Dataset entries

---

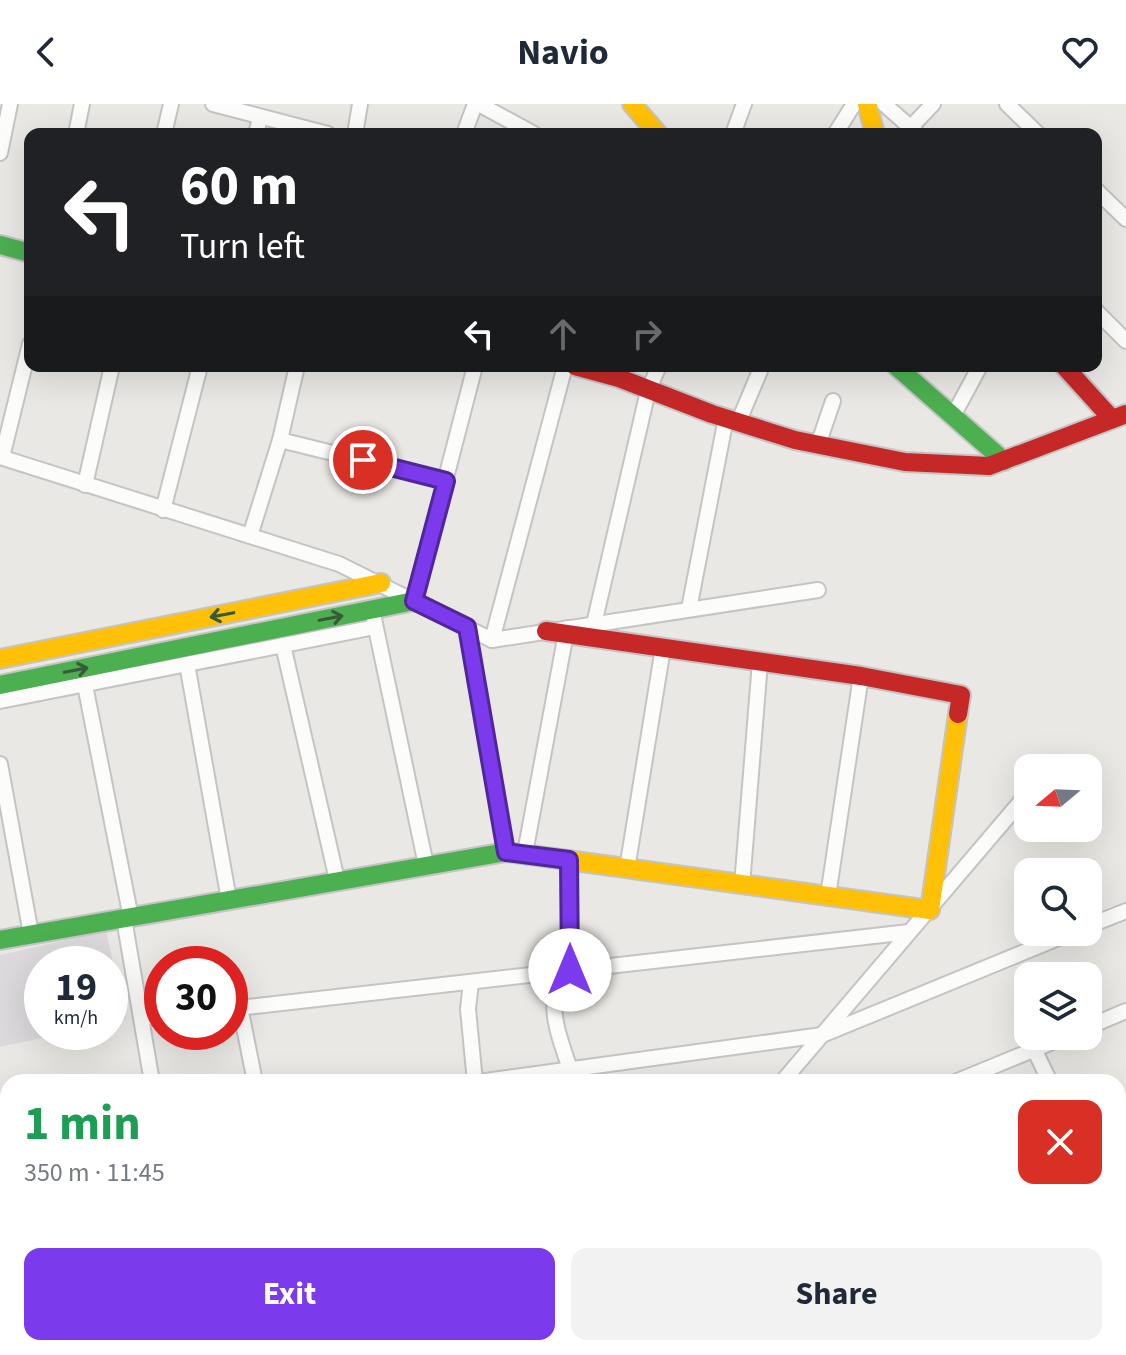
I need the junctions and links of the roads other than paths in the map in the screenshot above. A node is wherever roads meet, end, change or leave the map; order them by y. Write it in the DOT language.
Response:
graph roads {
  1 [pos="10,104"];
  2 [pos="82,104"];
  3 [pos="171,104"];
  4 [pos="213,104"];
  5 [pos="360,104"];
  6 [pos="477,104"];
  7 [pos="744,104"];
  8 [pos="854,104"];
  9 [pos="867,104"];
  10 [pos="884,104"];
  11 [pos="933,104"];
  12 [pos="1007,104"];
  13 [pos="641,107"];
  14 [pos="260,118"];
  15 [pos="77,128"];
  16 [pos="165,128"];
  17 [pos="258,128"];
  18 [pos="302,128"];
  19 [pos="356,128"];
  20 [pos="467,128"];
  21 [pos="523,128"];
  22 [pos="654,128"];
  23 [pos="735,128"];
  24 [pos="839,128"];
  25 [pos="873,128"];
  26 [pos="911,128"];
  27 [pos="916,128"];
  28 [pos="1032,128"];
  29 [pos="0,153"];
  30 [pos="1102,196"];
  31 [pos="1126,219"];
  32 [pos="0,245"];
  33 [pos="24,251"];
  34 [pos="1102,317"];
  35 [pos="1126,341"];
  36 [pos="24,367"];
  37 [pos="111,372"];
  38 [pos="198,372"];
  39 [pos="296,372"];
  40 [pos="473,372"];
  41 [pos="563,372"];
  42 [pos="597,372"];
  43 [pos="656,372"];
  44 [pos="759,372"];
  45 [pos="903,372"];
  46 [pos="977,372"];
  47 [pos="1070,372"];
  48 [pos="648,391"];
  49 [pos="833,401"];
  50 [pos="953,416"];
  51 [pos="1119,417"];
  52 [pos="732,420"];
  53 [pos="280,440"];
  54 [pos="818,445"];
  55 [pos="1,457"];
  56 [pos="1004,461"];
  57 [pos="446,481"];
  58 [pos="85,485"];
  59 [pos="163,510"];
  60 [pos="250,536"];
  61 [pos="381,583"];
  62 [pos="818,590"];
  63 [pos="414,601"];
  64 [pos="689,609"];
  65 [pos="374,618"];
  66 [pos="594,624"];
  67 [pos="467,627"];
  68 [pos="546,631"];
  69 [pos="566,631"];
  70 [pos="492,640"];
  71 [pos="283,645"];
  72 [pos="663,648"];
  73 [pos="0,659"];
  74 [pos="760,662"];
  75 [pos="187,664"];
  76 [pos="861,676"];
  77 [pos="0,685"];
  78 [pos="85,685"];
  79 [pos="0,701"];
  80 [pos="0,764"];
  81 [pos="1014,810"];
  82 [pos="16,850"];
  83 [pos="0,853"];
  84 [pos="515,853"];
  85 [pos="569,860"];
  86 [pos="426,865"];
  87 [pos="627,869"];
  88 [pos="337,880"];
  89 [pos="742,885"];
  90 [pos="828,896"];
  91 [pos="229,900"];
  92 [pos="930,910"];
  93 [pos="1126,911"];
  94 [pos="128,919"];
  95 [pos="1102,920"];
  96 [pos="909,932"];
  97 [pos="31,934"];
  98 [pos="0,940"];
  99 [pos="1039,946"];
  100 [pos="570,970"];
  101 [pos="471,982"];
  102 [pos="248,1007"];
  103 [pos="1126,1011"];
  104 [pos="143,1018"];
  105 [pos="1102,1021"];
  106 [pos="822,1035"];
  107 [pos="246,1050"];
  108 [pos="1032,1050"];
  109 [pos="1034,1050"];
  110 [pos="570,1069"];
  111 [pos="151,1074"];
  112 [pos="253,1074"];
  113 [pos="480,1074"];
  114 [pos="536,1074"];
  115 [pos="789,1074"];
  116 [pos="974,1074"];
  117 [pos="1046,1074"];
  1 -- 29 [label="street"];
  2 -- 15 [label="street"];
  3 -- 16 [label="street"];
  4 -- 14 [label="street"];
  5 -- 19 [label="street"];
  6 -- 20 [label="street"];
  6 -- 21 [label="street"];
  7 -- 23 [label="street"];
  8 -- 24 [label="street"];
  9 -- 25 [label="street"];
  10 -- 26 [label="street"];
  11 -- 27 [label="street"];
  12 -- 28 [label="street"];
  13 -- 22 [label="street"];
  14 -- 17 [label="street"];
  14 -- 18 [label="street"];
  30 -- 31 [label="street"];
  32 -- 33 [label="street"];
  34 -- 35 [label="street"];
  36 -- 55 [label="street"];
  37 -- 58 [label="street"];
  38 -- 59 [label="street"];
  39 -- 53 [label="street"];
  40 -- 57 [label="street"];
  41 -- 70 [label="street"];
  42 -- 48 [label="street"];
  43 -- 48 [label="street"];
  44 -- 52 [label="street"];
  45 -- 50 [label="street"];
  46 -- 50 [label="street"];
  47 -- 51 [label="street"];
  48 -- 52 [label="street"];
  48 -- 66 [label="street"];
  49 -- 54 [label="street"];
  50 -- 56 [label="street"];
  51 -- 56 [label="street"];
  52 -- 54 [label="street"];
  52 -- 64 [label="street"];
  53 -- 57 [label="street"];
  53 -- 60 [label="street"];
  54 -- 56 [label="street"];
  55 -- 58 [label="street"];
  57 -- 63 [label="street"];
  58 -- 59 [label="street"];
  59 -- 60 [label="street"];
  60 -- 61 [label="street"];
  61 -- 63 [label="street"];
  61 -- 73 [label="street, one-way"];
  62 -- 64 [label="street"];
  63 -- 65 [label="street"];
  63 -- 67 [label="street"];
  64 -- 66 [label="street"];
  65 -- 71 [label="street"];
  77 -- 65 [label="street, one-way"];
  65 -- 86 [label="street"];
  66 -- 69 [label="street"];
  67 -- 70 [label="street"];
  67 -- 84 [label="street"];
  68 -- 69 [label="street"];
  68 -- 70 [label="street"];
  69 -- 72 [label="street"];
  69 -- 84 [label="street"];
  71 -- 75 [label="street"];
  71 -- 88 [label="street"];
  72 -- 74 [label="street"];
  72 -- 87 [label="street"];
  74 -- 76 [label="street"];
  74 -- 89 [label="street"];
  75 -- 78 [label="street"];
  75 -- 91 [label="street"];
  76 -- 90 [label="street"];
  76 -- 92 [label="street"];
  78 -- 79 [label="street"];
  78 -- 94 [label="street"];
  80 -- 82 [label="street"];
  81 -- 92 [label="street"];
  82 -- 83 [label="street"];
  82 -- 97 [label="street"];
  84 -- 85 [label="street"];
  84 -- 86 [label="street"];
  85 -- 87 [label="street"];
  85 -- 100 [label="street"];
  86 -- 88 [label="street"];
  87 -- 89 [label="street"];
  88 -- 91 [label="street"];
  89 -- 90 [label="street"];
  90 -- 92 [label="street"];
  91 -- 94 [label="street"];
  92 -- 96 [label="street"];
  93 -- 95 [label="street"];
  94 -- 97 [label="street"];
  94 -- 104 [label="street"];
  96 -- 100 [label="street"];
  96 -- 106 [label="street"];
  97 -- 98 [label="street"];
  99 -- 106 [label="street"];
  100 -- 101 [label="street"];
  100 -- 110 [label="street"];
  101 -- 102 [label="street"];
  101 -- 113 [label="street"];
  103 -- 105 [label="street"];
  104 -- 111 [label="street"];
  106 -- 110 [label="street"];
  106 -- 115 [label="street"];
  107 -- 112 [label="street"];
  108 -- 116 [label="street"];
  109 -- 117 [label="street"];
  110 -- 114 [label="street"];
}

---

• TASK REQUIREMENTS: Out of the records above, pull each line containing the word "roads".

• TASK RESULT:
I need the junctions and links of the roads other than paths in the map in the screenshot above. A node is wherever roads meet, end, change or leave the map; order them by y. Write it in the DOT language.
graph roads {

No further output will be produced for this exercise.